### WORK INSTRUCTION
Print the data that follows, exactly and completely.
-=-=-=-=-
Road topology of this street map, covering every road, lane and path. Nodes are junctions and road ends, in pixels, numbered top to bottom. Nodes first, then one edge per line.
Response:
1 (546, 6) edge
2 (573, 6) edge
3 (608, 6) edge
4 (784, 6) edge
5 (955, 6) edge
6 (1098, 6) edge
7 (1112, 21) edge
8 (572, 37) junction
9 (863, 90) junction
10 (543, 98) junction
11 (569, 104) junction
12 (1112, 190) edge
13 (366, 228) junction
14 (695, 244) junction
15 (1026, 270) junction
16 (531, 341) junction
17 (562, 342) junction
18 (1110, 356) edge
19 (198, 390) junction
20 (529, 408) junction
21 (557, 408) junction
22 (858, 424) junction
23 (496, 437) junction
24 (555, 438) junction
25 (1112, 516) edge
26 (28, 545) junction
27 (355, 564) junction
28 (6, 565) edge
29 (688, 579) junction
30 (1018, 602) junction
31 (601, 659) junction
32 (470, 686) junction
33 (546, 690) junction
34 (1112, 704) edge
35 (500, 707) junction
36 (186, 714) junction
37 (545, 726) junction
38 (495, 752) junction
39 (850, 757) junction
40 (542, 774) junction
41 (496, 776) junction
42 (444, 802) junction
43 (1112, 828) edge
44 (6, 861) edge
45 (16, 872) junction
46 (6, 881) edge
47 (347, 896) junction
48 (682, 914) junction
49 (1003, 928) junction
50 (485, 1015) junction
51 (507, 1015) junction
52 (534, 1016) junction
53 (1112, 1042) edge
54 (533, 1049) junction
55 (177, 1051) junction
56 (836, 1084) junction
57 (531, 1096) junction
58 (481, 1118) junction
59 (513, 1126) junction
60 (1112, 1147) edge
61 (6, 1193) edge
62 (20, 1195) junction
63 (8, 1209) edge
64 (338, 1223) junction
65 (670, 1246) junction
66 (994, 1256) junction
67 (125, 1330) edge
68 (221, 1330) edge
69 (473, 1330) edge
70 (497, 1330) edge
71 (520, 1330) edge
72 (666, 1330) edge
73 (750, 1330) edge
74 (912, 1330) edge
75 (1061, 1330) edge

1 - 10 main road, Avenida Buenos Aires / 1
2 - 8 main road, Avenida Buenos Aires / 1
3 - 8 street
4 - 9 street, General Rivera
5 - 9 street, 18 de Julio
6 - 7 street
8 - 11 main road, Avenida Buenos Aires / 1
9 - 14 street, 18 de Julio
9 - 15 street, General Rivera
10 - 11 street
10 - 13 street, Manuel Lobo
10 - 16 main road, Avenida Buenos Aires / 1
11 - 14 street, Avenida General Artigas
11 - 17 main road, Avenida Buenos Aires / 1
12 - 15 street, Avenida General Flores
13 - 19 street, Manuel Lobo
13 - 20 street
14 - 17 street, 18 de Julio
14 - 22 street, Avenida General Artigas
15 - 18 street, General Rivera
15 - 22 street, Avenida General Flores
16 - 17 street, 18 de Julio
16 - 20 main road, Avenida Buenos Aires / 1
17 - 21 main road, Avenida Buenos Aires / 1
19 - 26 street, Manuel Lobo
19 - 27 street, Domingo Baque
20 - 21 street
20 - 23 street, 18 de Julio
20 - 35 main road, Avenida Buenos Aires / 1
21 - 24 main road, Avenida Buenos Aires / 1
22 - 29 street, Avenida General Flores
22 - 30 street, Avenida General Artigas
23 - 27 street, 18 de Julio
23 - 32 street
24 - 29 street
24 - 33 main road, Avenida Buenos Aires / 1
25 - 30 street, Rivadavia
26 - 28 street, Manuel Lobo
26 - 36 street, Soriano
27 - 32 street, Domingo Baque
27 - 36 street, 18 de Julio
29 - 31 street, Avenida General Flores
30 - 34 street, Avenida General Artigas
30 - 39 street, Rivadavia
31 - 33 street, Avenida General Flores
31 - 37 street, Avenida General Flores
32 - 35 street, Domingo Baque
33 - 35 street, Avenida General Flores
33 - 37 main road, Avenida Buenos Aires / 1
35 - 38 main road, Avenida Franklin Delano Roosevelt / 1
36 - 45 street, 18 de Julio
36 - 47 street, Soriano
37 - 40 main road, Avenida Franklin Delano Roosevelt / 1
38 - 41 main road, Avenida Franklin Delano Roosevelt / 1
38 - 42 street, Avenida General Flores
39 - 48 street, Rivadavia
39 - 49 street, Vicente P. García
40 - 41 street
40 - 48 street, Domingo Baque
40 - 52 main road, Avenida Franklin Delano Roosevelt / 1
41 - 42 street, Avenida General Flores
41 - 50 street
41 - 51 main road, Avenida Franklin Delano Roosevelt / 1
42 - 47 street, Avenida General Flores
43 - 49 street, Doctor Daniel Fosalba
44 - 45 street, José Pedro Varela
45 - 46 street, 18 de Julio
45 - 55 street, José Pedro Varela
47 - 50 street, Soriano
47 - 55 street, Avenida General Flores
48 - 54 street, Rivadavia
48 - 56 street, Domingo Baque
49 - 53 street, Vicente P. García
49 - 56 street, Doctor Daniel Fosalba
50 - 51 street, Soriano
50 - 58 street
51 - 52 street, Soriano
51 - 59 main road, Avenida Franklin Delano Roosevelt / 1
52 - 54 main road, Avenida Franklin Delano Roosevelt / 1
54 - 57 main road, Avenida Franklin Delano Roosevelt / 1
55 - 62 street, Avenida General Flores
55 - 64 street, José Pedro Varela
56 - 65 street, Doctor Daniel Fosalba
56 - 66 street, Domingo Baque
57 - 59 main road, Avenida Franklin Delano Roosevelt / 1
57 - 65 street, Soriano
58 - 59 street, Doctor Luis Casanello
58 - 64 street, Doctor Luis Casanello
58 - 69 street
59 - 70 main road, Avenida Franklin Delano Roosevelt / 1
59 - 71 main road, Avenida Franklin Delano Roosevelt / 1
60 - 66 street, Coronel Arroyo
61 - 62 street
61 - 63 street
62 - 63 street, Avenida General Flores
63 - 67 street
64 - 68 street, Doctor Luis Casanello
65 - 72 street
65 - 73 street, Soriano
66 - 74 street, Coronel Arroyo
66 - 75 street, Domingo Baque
-=-=-=-=-
### EXERCISE RESPONSE
Road topology of this street map, covering every road, lane and path. Nodes are junctions and road ends, in pixels, numbered top to bottom. Nodes first, then one edge per line.
Response:
1 (546, 6) edge
2 (573, 6) edge
3 (608, 6) edge
4 (784, 6) edge
5 (955, 6) edge
6 (1098, 6) edge
7 (1112, 21) edge
8 (572, 37) junction
9 (863, 90) junction
10 (543, 98) junction
11 (569, 104) junction
12 (1112, 190) edge
13 (366, 228) junction
14 (695, 244) junction
15 (1026, 270) junction
16 (531, 341) junction
17 (562, 342) junction
18 (1110, 356) edge
19 (198, 390) junction
20 (529, 408) junction
21 (557, 408) junction
22 (858, 424) junction
23 (496, 437) junction
24 (555, 438) junction
25 (1112, 516) edge
26 (28, 545) junction
27 (355, 564) junction
28 (6, 565) edge
29 (688, 579) junction
30 (1018, 602) junction
31 (601, 659) junction
32 (470, 686) junction
33 (546, 690) junction
34 (1112, 704) edge
35 (500, 707) junction
36 (186, 714) junction
37 (545, 726) junction
38 (495, 752) junction
39 (850, 757) junction
40 (542, 774) junction
41 (496, 776) junction
42 (444, 802) junction
43 (1112, 828) edge
44 (6, 861) edge
45 (16, 872) junction
46 (6, 881) edge
47 (347, 896) junction
48 (682, 914) junction
49 (1003, 928) junction
50 (485, 1015) junction
51 (507, 1015) junction
52 (534, 1016) junction
53 (1112, 1042) edge
54 (533, 1049) junction
55 (177, 1051) junction
56 (836, 1084) junction
57 (531, 1096) junction
58 (481, 1118) junction
59 (513, 1126) junction
60 (1112, 1147) edge
61 (6, 1193) edge
62 (20, 1195) junction
63 (8, 1209) edge
64 (338, 1223) junction
65 (670, 1246) junction
66 (994, 1256) junction
67 (125, 1330) edge
68 (221, 1330) edge
69 (473, 1330) edge
70 (497, 1330) edge
71 (520, 1330) edge
72 (666, 1330) edge
73 (750, 1330) edge
74 (912, 1330) edge
75 (1061, 1330) edge

1 - 10 main road, Avenida Buenos Aires / 1
2 - 8 main road, Avenida Buenos Aires / 1
3 - 8 street
4 - 9 street, General Rivera
5 - 9 street, 18 de Julio
6 - 7 street
8 - 11 main road, Avenida Buenos Aires / 1
9 - 14 street, 18 de Julio
9 - 15 street, General Rivera
10 - 11 street
10 - 13 street, Manuel Lobo
10 - 16 main road, Avenida Buenos Aires / 1
11 - 14 street, Avenida General Artigas
11 - 17 main road, Avenida Buenos Aires / 1
12 - 15 street, Avenida General Flores
13 - 19 street, Manuel Lobo
13 - 20 street
14 - 17 street, 18 de Julio
14 - 22 street, Avenida General Artigas
15 - 18 street, General Rivera
15 - 22 street, Avenida General Flores
16 - 17 street, 18 de Julio
16 - 20 main road, Avenida Buenos Aires / 1
17 - 21 main road, Avenida Buenos Aires / 1
19 - 26 street, Manuel Lobo
19 - 27 street, Domingo Baque
20 - 21 street
20 - 23 street, 18 de Julio
20 - 35 main road, Avenida Buenos Aires / 1
21 - 24 main road, Avenida Buenos Aires / 1
22 - 29 street, Avenida General Flores
22 - 30 street, Avenida General Artigas
23 - 27 street, 18 de Julio
23 - 32 street
24 - 29 street
24 - 33 main road, Avenida Buenos Aires / 1
25 - 30 street, Rivadavia
26 - 28 street, Manuel Lobo
26 - 36 street, Soriano
27 - 32 street, Domingo Baque
27 - 36 street, 18 de Julio
29 - 31 street, Avenida General Flores
30 - 34 street, Avenida General Artigas
30 - 39 street, Rivadavia
31 - 33 street, Avenida General Flores
31 - 37 street, Avenida General Flores
32 - 35 street, Domingo Baque
33 - 35 street, Avenida General Flores
33 - 37 main road, Avenida Buenos Aires / 1
35 - 38 main road, Avenida Franklin Delano Roosevelt / 1
36 - 45 street, 18 de Julio
36 - 47 street, Soriano
37 - 40 main road, Avenida Franklin Delano Roosevelt / 1
38 - 41 main road, Avenida Franklin Delano Roosevelt / 1
38 - 42 street, Avenida General Flores
39 - 48 street, Rivadavia
39 - 49 street, Vicente P. García
40 - 41 street
40 - 48 street, Domingo Baque
40 - 52 main road, Avenida Franklin Delano Roosevelt / 1
41 - 42 street, Avenida General Flores
41 - 50 street
41 - 51 main road, Avenida Franklin Delano Roosevelt / 1
42 - 47 street, Avenida General Flores
43 - 49 street, Doctor Daniel Fosalba
44 - 45 street, José Pedro Varela
45 - 46 street, 18 de Julio
45 - 55 street, José Pedro Varela
47 - 50 street, Soriano
47 - 55 street, Avenida General Flores
48 - 54 street, Rivadavia
48 - 56 street, Domingo Baque
49 - 53 street, Vicente P. García
49 - 56 street, Doctor Daniel Fosalba
50 - 51 street, Soriano
50 - 58 street
51 - 52 street, Soriano
51 - 59 main road, Avenida Franklin Delano Roosevelt / 1
52 - 54 main road, Avenida Franklin Delano Roosevelt / 1
54 - 57 main road, Avenida Franklin Delano Roosevelt / 1
55 - 62 street, Avenida General Flores
55 - 64 street, José Pedro Varela
56 - 65 street, Doctor Daniel Fosalba
56 - 66 street, Domingo Baque
57 - 59 main road, Avenida Franklin Delano Roosevelt / 1
57 - 65 street, Soriano
58 - 59 street, Doctor Luis Casanello
58 - 64 street, Doctor Luis Casanello
58 - 69 street
59 - 70 main road, Avenida Franklin Delano Roosevelt / 1
59 - 71 main road, Avenida Franklin Delano Roosevelt / 1
60 - 66 street, Coronel Arroyo
61 - 62 street
61 - 63 street
62 - 63 street, Avenida General Flores
63 - 67 street
64 - 68 street, Doctor Luis Casanello
65 - 72 street
65 - 73 street, Soriano
66 - 74 street, Coronel Arroyo
66 - 75 street, Domingo Baque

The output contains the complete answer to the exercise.